From Beachheads to Hegemony

Yet the election of 1948 still marked the end of an era. In nearly three-fourths of the elections from 1856 through 1948 (17 of 24), the GOP failed to carry a single Southern state. And for the entire period, Republicans averaged just 10 electoral votes per election from the entire region.

From 1952 through 2000, though, the GOP has received on average more than 100 electoral votes per election from the South, and in only one contest (in 1976) carried less than five Southern states.

But Republican strength did not appear full blown across the South overnight. The GOP went from being a non-factor in the region to a stable presence, before ultimately becoming the major player – helped along by a repositioning of the two parties on the issue of race.

From 1952 through 1968, Republicans carried from five to seven Southern states per election. However, it was not until 1964 – when Goldwater mounted his campaign sympathetic to individual and states’ rights – that the GOP was able to sweep the entire Deep South from South Carolina to Louisiana for the first time ever. Goldwater’s breakthrough proved to be a harbinger of things to come, for in 1972, Richard Nixon became the first Republican presidential candidate to carry every Southern state.

A gradual role reversal had taken place since 1948. Long the party of Lincoln and the Negro, the GOP had become the party of the Southern strategy and the white South. From 1972 through 1988, Republicans swept every state in the region three different times with three different candidates (Nixon in 1972, Ronald Reagan in 1984 and George Bush in 1988). And in 1980, Reagan carried all but one Southern state.

Yet in all four of these elections, the South merely provided icing on the Republican cake. The GOP would have won each contest without the region’s electoral votes.

Ironically, the one president the South could claim to have elected during this period was a Democrat, Jimmy Carter of Georgia, who swept all but two states from his native South (Oklahoma and Virginia) in narrowly winning the White House in 1976.

Unfortunatley for the Democrats, Carter’s showing in 1976 did not prove to be a harbinger of a Democratic revival. When Carter sought reelection in 1980, the entire South deserted him with the exception of Georgia. When Arkansas’ Bill Clinton won the White House in the 1990s, he put together a winning coalition that each time included only five Southern states. And when Democrat Al Gore sought the presidency in 2000, he lost the entire South including his home state of Tennessee.

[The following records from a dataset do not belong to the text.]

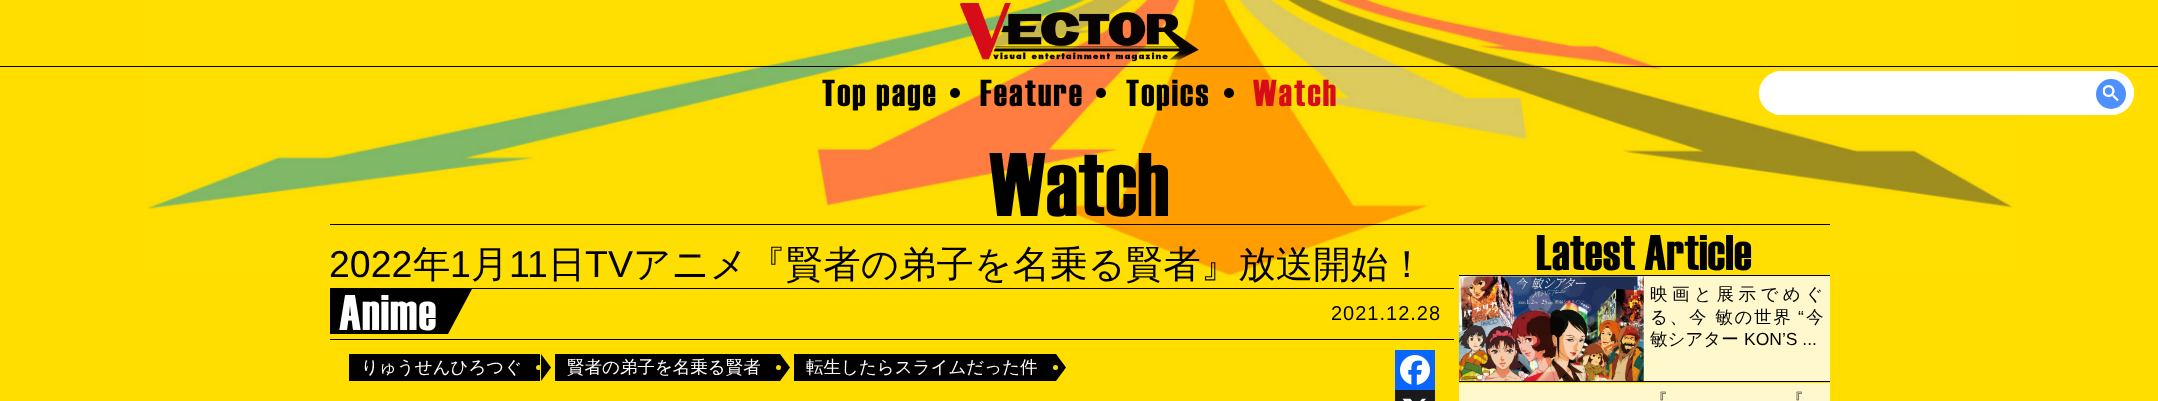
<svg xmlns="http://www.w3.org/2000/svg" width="2158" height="401">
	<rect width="100%" height="100%" fill="#FFDE00" />
	<image x="147" y="0" width="1866" height="277" href="assets/img1.png" />
	<rect x="0" y="66" width="2158" height="1" fill="#000000" />
	<image x="960" y="3" width="239" height="59" href="assets/img2.png" />
	<text x="822" y="106" font-family="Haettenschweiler" font-size="37.5" font-weight="500" letter-spacing="2" fill="#000000">Top page</text>
	<circle cx="955" cy="93" r="5" fill="#000000" />
	<text x="980" y="106" font-family="Haettenschweiler" font-size="37.5" font-weight="500" letter-spacing="2" fill="#000000">Feature</text>
	<circle cx="1101" cy="93" r="5" fill="#000000" />
	<text x="1126" y="106" font-family="Haettenschweiler" font-size="37.5" font-weight="500" letter-spacing="2" fill="#000000">Topics</text>
	<circle cx="1229" cy="93" r="5" fill="#000000" />
	<text x="1253" y="106" font-family="Haettenschweiler" font-size="37.5" font-weight="500" letter-spacing="2" fill="#D70C19">Watch</text>
	<rect x="1759" y="71" width="375" height="44" rx="22" fill="#FFFFFF" />
	<path d="M1781 115H2112L2119 114H1774ZM1760 100C1759 95 1759 91 1760 86ZM1781 71L1774 72H2119L2112 71ZM2133 86V100C2134 95 2134 91 2133 86Z" fill="#FFFFFF" fill-rule="evenodd" />
	<circle cx="2111" cy="94" r="15" fill="#4D90FE" />
	<image x="2103" y="85" width="16" height="16" href="assets/img3.png" />
	<rect x="330" y="224" width="1500" height="1" fill="#000000" />
	<text x="989" y="216" font-family="Haettenschweiler" font-size="90" font-weight="500" fill="#000000">Watch</text>
	<rect x="330" y="288" width="1124" height="1" fill="#000000" />
	<text x="329" y="277" font-family="Liberation Sans" font-size="37.5" fill="#000000">2022</text>
	<text x="413" y="277" font-family="WenQuanYi Zen Hei" font-size="37.5" font-weight="500" fill="#000000">年</text>
	<text x="450" y="277" font-family="Liberation Sans" font-size="37.5" fill="#000000">1</text>
	<text x="471" y="277" font-family="WenQuanYi Zen Hei" font-size="37.5" font-weight="500" fill="#000000">月</text>
	<text x="509" y="277" font-family="Liberation Sans" font-size="37.5" fill="#000000">11</text>
	<text x="548" y="277" font-family="WenQuanYi Zen Hei" font-size="37.5" font-weight="500" fill="#000000">日</text>
	<text x="585" y="277" font-family="Liberation Sans" font-size="37.5" fill="#000000">TV</text>
	<text x="633" y="277" font-family="WenQuanYi Zen Hei" font-size="37.5" font-weight="500" fill="#000000">アニメ『賢者の弟子を名乗る賢者』放送開始！</text>
	<rect x="330" y="339" width="1124" height="1" fill="#000000" />
	<rect x="330" y="289" width="118" height="45" fill="#000000" />
	<text x="339" y="330" font-family="Haettenschweiler" font-size="50" font-weight="500" letter-spacing="1" fill="#FFFFFF">Anime</text>
	<path d="M448 289H472L448 334Z" fill="#000000" />
	<text x="1331" y="320" font-family="Liberation Sans" font-size="20" letter-spacing="1" fill="#000000">2021.12.28</text>
	<rect x="349" y="354" width="191" height="27" fill="#000000" />
	<text x="361" y="373" font-family="WenQuanYi Zen Hei" font-size="17.5" font-weight="500" fill="#FFFFFF">りゅうせんひろつぐ</text>
	<circle cx="538.5" cy="367.5" r="2.5" fill="#FFDE00" />
	<path d="M541 381V354L551 367.5Z" fill="#000000" />
	<rect x="555" y="354" width="225" height="27" fill="#000000" />
	<text x="567" y="373" font-family="WenQuanYi Zen Hei" font-size="17.5" font-weight="500" fill="#FFFFFF">賢者の弟子を名乗る賢者</text>
	<path d="M780 381V354L790 367.5Z" fill="#000000" />
	<circle cx="778.5" cy="367.5" r="2.5" fill="#FFDE00" />
	<rect x="794" y="354" width="262" height="27" fill="#000000" />
	<text x="806" y="373" font-family="WenQuanYi Zen Hei" font-size="17.5" font-weight="500" fill="#FFFFFF">転生したらスライムだった件</text>
	<path d="M1056 381V354L1066 367.5Z" fill="#000000" />
	<circle cx="1055.5" cy="367.5" r="2.5" fill="#FFDE00" />
	<rect x="1395" y="350" width="40" height="40" fill="#0866FF" />
	<image x="1400" y="355" width="30" height="30" href="assets/img4.png" />
	<rect x="1395" y="390" width="40" height="11" fill="#1A1A1A" />
	<image x="1402" y="398" width="24" height="3" href="assets/img5.png" />
	<text x="1536" y="270" font-family="Haettenschweiler" font-size="50" font-weight="500" fill="#000000">Latest Article</text>
	<rect x="1459" y="275" width="371" height="1" fill="#000000" />
	<rect x="1459" y="381" width="371" height="1" fill="#000000" />
	<rect x="1459" y="276" width="371" height="105" fill="#FFF8CC" />
	<image x="1458" y="276" width="186" height="106" href="assets/img6.png" />
	<text x="1650" y="300" font-family="WenQuanYi Zen Hei" font-size="17.5" font-weight="500" letter-spacing="4.5" fill="#000000">映画と展示でめぐ</text>
	<text x="1650" y="323" font-family="WenQuanYi Zen Hei" font-size="17.5" font-weight="500" letter-spacing="1.75" fill="#000000">る、今 敏の世界</text>
	<text x="1798" y="323" font-family="Liberation Sans" font-size="17.5" letter-spacing="1.75" fill="#000000">“</text>
	<text x="1806" y="323" font-family="WenQuanYi Zen Hei" font-size="17.5" font-weight="500" letter-spacing="1.75" fill="#000000">今</text>
	<text x="1650" y="345" font-family="WenQuanYi Zen Hei" font-size="17.5" font-weight="500" fill="#000000">敏シアター</text>
	<text x="1744" y="345" font-family="Liberation Sans" font-size="17.5" fill="#000000">KON’S ...</text>
	<rect x="1459" y="383" width="371" height="18" fill="#FFF8CC" />
	<g font-family="WenQuanYi Zen Hei" font-size="17.5" font-weight="500" letter-spacing="2" fill="#000000">
		<text x="1650" y="406">『</text>
		<text x="1786" y="406">『</text>
	</g>
</svg>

In short, even with a Southerner atop the ticket, the Democrats have settled into a position rather similar to the one that Republicans were in for nearly a century after the Civil War – having to look to the rest of the country for virtually all of their electoral votes.

Meanwhile, Republicans have found themselves in the opposite position - having to rely on solid support from the South to win the presidency, to the point that in 2000 Bush swept the entire region with its large block of electoral votes but still triumphed with just one electoral vote to spare.

So, unless the political landscape changes dramatically over the next year, the South should continue to be a Republican bailiwick. But it also appears that neither party will have a route to the White House in 2004 that allows much room for error.